現代の認知科学・脳科学の世界では,脳は日常の経験を通して可塑的に変化するという考え方は,極めて一般的です.脳機能に関する数多くの研究が,脳の可塑性の考え方を支持しています.しかしながら,脳の可塑性の考え方が登場した当初は,脳は部位によって役割が厳然と決まっているという,脳の機能局在論が常識的な考え方でした.従って,経験によって脳がその役割を柔軟に変えていくという可塑性の発想は,非常にナンセンスな考えと受け取られることもありました.この本は,そのような歴史的な背景を含めて,脳の可塑性の理論が今日のようにポピュラーなった過程を,臨場感あふれる表現で解説してくれます.

本の中では,前庭感覚障害,幻肢,脳卒中方麻痺患者など,セラピストの皆様になじみの深いケースが取り上げられています.加えて,学習障害やトラウマ,悪習の克服に関する話題も紹介されており,脳の可塑性が人間の問題全般に関わる重要なキーワードであることを示しています.特に悪習の克服の問題は,脳の可塑性が“失われた機能を再獲得する”だけでなく,“身についてしまった悪しき習慣を忘れる”ためにも有用であることを物語っています.
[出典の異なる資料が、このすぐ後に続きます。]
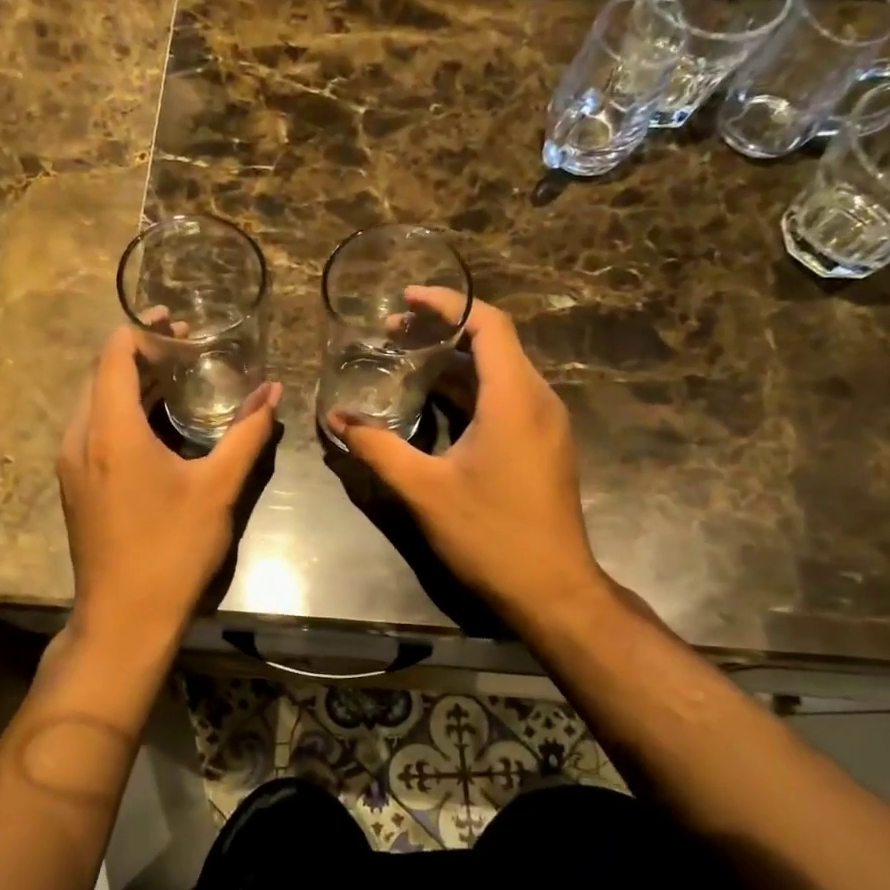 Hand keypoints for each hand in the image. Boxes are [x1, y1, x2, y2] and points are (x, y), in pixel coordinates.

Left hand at [58, 326, 280, 645]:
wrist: (125, 619)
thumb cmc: (172, 549)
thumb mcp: (218, 488)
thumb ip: (247, 434)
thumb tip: (273, 392)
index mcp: (110, 431)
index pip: (114, 354)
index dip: (144, 330)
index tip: (180, 322)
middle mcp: (80, 438)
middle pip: (101, 374)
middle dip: (141, 353)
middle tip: (187, 345)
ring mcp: (72, 464)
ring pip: (95, 402)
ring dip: (131, 383)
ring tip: (177, 376)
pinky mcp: (75, 485)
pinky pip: (94, 429)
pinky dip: (122, 411)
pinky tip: (158, 422)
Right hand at [327, 290, 608, 632]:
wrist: (553, 591)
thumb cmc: (491, 535)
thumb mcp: (424, 490)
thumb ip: (378, 448)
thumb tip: (336, 420)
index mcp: (515, 398)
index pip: (488, 324)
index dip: (448, 303)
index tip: (406, 298)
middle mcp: (537, 400)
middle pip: (493, 343)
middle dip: (442, 331)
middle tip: (391, 334)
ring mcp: (544, 424)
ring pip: (499, 372)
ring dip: (453, 362)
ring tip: (403, 361)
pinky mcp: (542, 445)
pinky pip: (505, 398)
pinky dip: (468, 389)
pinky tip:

私がこの本に深く感銘を受けたのは,脳障害に苦しむ患者が,脳の可塑性を利用した治療により,その人生を劇的に改善したことを,言葉巧みに描写している点です.著者は精神科医として,様々な問題に苦しむ患者に接しています.本では,脳の可塑性がこれらの患者に希望の光をもたらした事例が紹介されています.また著者は研究者の視点から,先駆的に脳の可塑性を患者の治療に応用する上でたちはだかった,幾多の困難の物語も紹介しています.さながら,NHKのプロジェクトXを見るような感覚で,第1線で活躍する研究者の様子を知ることができます.日々患者さんと向き合うセラピストの皆様や研究を志す若い学生さんの双方に,多くのメッセージを伝えている良書です.